Aboubakar Soumahoro protagonista dell’ultima puntata di Dimartedì. Il deputato eletto con l’Alleanza Verdi-Sinistra ha appena annunciato il suo passaggio al Gruppo Misto, in aperta rottura con i leader Nicola Fratoianni e Angelo Bonelli. Il conduttore Giovanni Floris lo invita così nello studio di La7 per spiegare la sua posizione. Ma Soumahoro ha la sfortuna di ritrovarsi di fronte il direttore di Libero Alessandro Sallusti. Ne nasce una accesissima discussione.
“Ho subito un linciaggio mediatico. – così si difende Aboubakar Soumahoro intervistato da Il Riformista – È un processo a reti unificate con un dolore e una sofferenza che non auguro a nessuno in questa vita. In questo Paese pesa molto essere neri. Rende tutto molto più complicato e non lo scopriamo oggi”. Poi, ospite di Dimartedì, precisa di aver “ritrovato la mia vita in una betoniera: menzogne, minacce di morte e giornalisti nel cortile di casa con un bambino di tre anni che si svegliava di notte e chiedeva ‘papà, perché?’. Ho comprato quella casa coi proventi di attività lecite, ed anche perché mio figlio non sta bene. – si giustifica il deputato – Le foto di mia moglie con le borse sono di otto anni fa, l’ho conosciuta nel 2018, è una manipolazione. Se una donna si veste bene, ci si chiede ‘chissà che lavoro fa?’”.
“Lei sta prendendo in giro gli italiani. – lo incalza però Sallusti – Il suo problema è che gli italiani non le credono. Se lei se la deve prendere con qualcuno se la deve prendere con chi gliel’ha tirata. Non sono i giornalisti, probabilmente sono suoi compagni di lavoro o di area politica. Lei ha ricostruito tutta questa storia in una maniera talmente incredibile che o veramente siamo di fronte a una storia unica oppure lei ci sta prendendo in giro, politicamente e culturalmente parlando, non dico giudiziariamente”, attacca il direttore di Libero.

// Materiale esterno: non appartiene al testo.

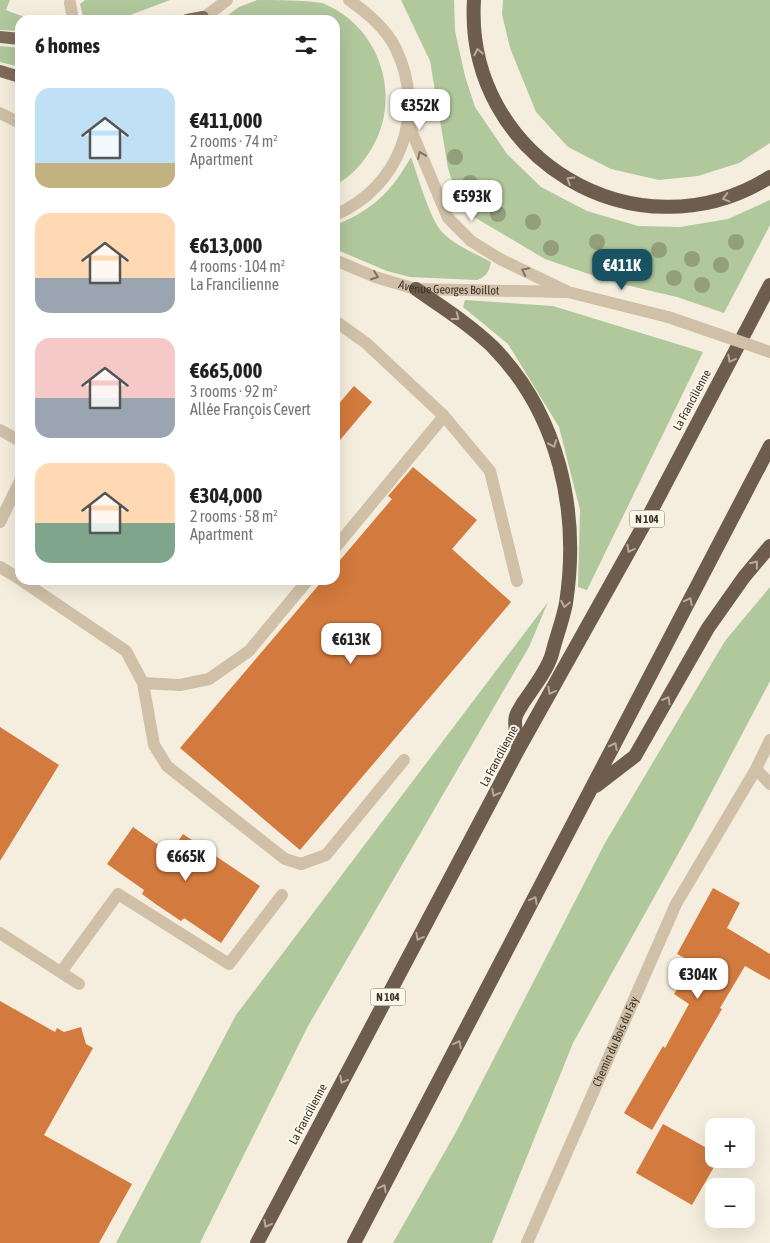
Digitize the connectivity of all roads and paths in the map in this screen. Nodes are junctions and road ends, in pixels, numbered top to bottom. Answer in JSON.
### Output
{"nodes":[{"id":1,"x":227,"y":0,"type":"edge"},
{"id":2,"x":350,"y":0,"type":"edge"},
{"id":3,"x":367,"y":0,"type":"edge"},
{"id":4,"x":474,"y":0,"type":"edge"},
{"id":5,"x":70,"y":3,"type":"dead end"},
{"id":6,"x":72,"y":15,"type":"edge"},
{"id":7,"x":207,"y":15,"type":"edge"},
{"id":8,"x":373,"y":18,"type":"junction"},
{"id":9,"x":0,"y":37,"type":"edge"},
{"id":10,"x":15,"y":38,"type":"edge"},
{"id":11,"x":0,"y":71,"type":"edge"},
{"id":12,"x":15,"y":76,"type":"edge"},
{"id":13,"x":0,"y":113,"type":"edge"},
{"id":14,"x":15,"y":120,"type":"edge"},
{"id":15,"x":408,"y":123,"type":"junction"},
{"id":16,"x":770,"y":177,"type":"edge"},
{"id":17,"x":340,"y":213,"type":"edge"},
{"id":18,"x":340,"y":262,"type":"edge"},
{"id":19,"x":770,"y":285,"type":"edge"},
{"id":20,"x":416,"y":289,"type":"junction"},
{"id":21,"x":568,"y":292,"type":"junction"},
{"id":22,"x":340,"y":325,"type":"edge"},
{"id":23,"x":770,"y":352,"type":"edge"},
{"id":24,"x":444,"y":416,"type":"junction"},
{"id":25,"x":0,"y":430,"type":"edge"},
{"id":26,"x":15,"y":438,"type":"edge"},
{"id":27,"x":770,"y":446,"type":"edge"},
{"id":28,"x":15,"y":491,"type":"edge"},
{"id":29,"x":0,"y":522,"type":"edge"},
{"id":30,"x":340,"y":542,"type":"edge"},
{"id":31,"x":770,"y":546,"type":"edge"},
{"id":32,"x":0,"y":568,"type":"edge"},
{"id":33,"x":15,"y":577,"type":"edge"},
{"id":34,"x":517,"y":581,"type":"dead end"},
{"id":35,"x":28,"y":585,"type":"edge"},
{"id":36,"x":304,"y":585,"type":"edge"},
{"id":37,"x":143,"y":683,"type":"junction"},
{"id":38,"x":770,"y":740,"type":"edge"},
{"id":39,"x":518,"y":750,"type":"junction"},
{"id":40,"x":404,"y":760,"type":"dead end"},
{"id":41,"x":756,"y":769,"type":"junction"},
{"id":42,"x":770,"y":784,"type":"edge"},
{"id":43,"x":592,"y":789,"type":"junction"},
{"id":44,"x":282,"y":895,"type":"dead end"},
{"id":45,"x":0,"y":933,"type":"edge"},
{"id":46,"x":61,"y":972,"type":"junction"},
{"id":47,"x":79,"y":984,"type":"dead end"},
{"id":48,"x":257,"y":1243,"type":"edge"},
{"id":49,"x":354,"y":1243,"type":"edge"},
{"id":50,"x":527,"y":1243,"type":"edge"}],
"edges":[{"from":1,"to":7,"type":"street"},
{"from":2,"to":8,"type":"street"},
{"from":3,"to":8,"type":"street"},
{"from":16,"to":4,"type":"highway","one_way":true},
{"from":5,"to":6,"type":"street"},
{"from":8,"to":15,"type":"street"},
{"from":9,"to":10,"type":"main road"},
{"from":11,"to":12,"type":"main road"},
{"from":13,"to":14,"type":"street"},
{"from":15,"to":17,"type":"street"},
{"from":21,"to":15,"type":"street","name":"Avenue Georges Boillot","one_way":true},
{"from":18,"to":20,"type":"street","name":"Avenue Georges Boillot","one_way":true},
{"from":19,"to":39,"type":"highway","name":"La Francilienne","number":"N 104","one_way":true},
{"from":20,"to":21,"type":"street","name":"Avenue Georges Boillot"},
{"from":20,"to":39,"type":"highway","one_way":true},
{"from":21,"to":23,"type":"street","name":"Avenue Georges Boillot","bridge":true},
{"from":22,"to":24,"type":"street"},
{"from":24,"to":30,"type":"street"},
{"from":24,"to":34,"type":"street"},
{"from":25,"to":26,"type":"street"},
{"from":43,"to":27,"type":"highway","one_way":true},
{"from":28,"to":29,"type":"street"},
{"from":43,"to":31,"type":"highway","one_way":true},
{"from":32,"to":33,"type":"street"},
{"from":35,"to":37,"type":"street"},
{"from":36,"to":37,"type":"street"},
{"from":37,"to":40,"type":"street"},
{"from":38,"to":41,"type":"street","name":"Chemin du Bois du Fay"},
{"from":39,"to":48,"type":"highway","name":"La Francilienne","number":"N 104","one_way":true},
{"from":41,"to":42,"type":"street"},
{"from":41,"to":50,"type":"street","name":"Chemin du Bois du Fay"},
{"from":49,"to":43,"type":"highway","one_way":true},
{"from":44,"to":46,"type":"street"},
{"from":45,"to":46,"type":"street"},
{"from":46,"to":47,"type":"street"}]}
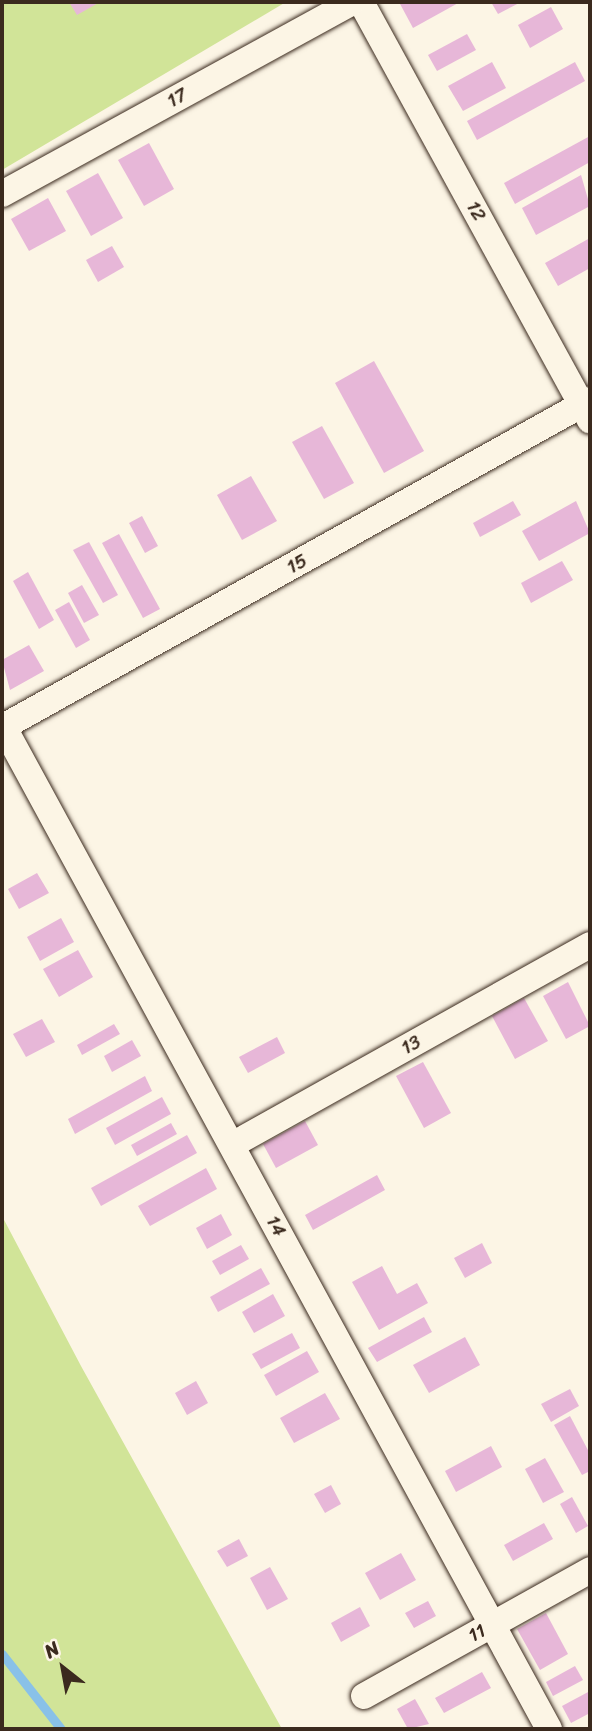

“Lei prima di fare l’onorevole che lavoro faceva?”, domanda polemicamente Sallusti a Soumahoro. “Io facevo il bracciante, ho lavorato in quei luoghi…Ho fatto mille lavori: il muratore, il bracciante, lo zappatore, il benzinaio”, replica deciso il suo interlocutore. “Guardi il benzinaio l’ho fatto anche io, il fattorino…Non è l’unico in Italia che lavora. Lei ha fatto anche il sindacalista delle cooperative che gestivano gli immigrati, o sbaglio?”, lo inchioda però Sallusti.
“Io ho lottato per i facchini, le Partite Iva, i braccianti, gli ambulanti”, prova a difendersi Soumahoro. “Io le dico questo. – insiste Sallusti – Se sua suocera e sua moglie si fossero occupate di vendita di auto o di moda, lei faceva un altro lavoro e può dire: ‘Non so cosa succedeva nelle loro cooperative’. Lei invece lavorava nel loro stesso mondo”. Ma Soumahoro non retrocede: “Per chi ha la mia storia, per chi nasce per strada, sa che c’è solo una regola: rettitudine morale, la parola data va onorata sempre. Da dirigente del sindacato nazionale mi sono occupato di lavoratori della logistica, non neri e immigrati. Punto e basta”.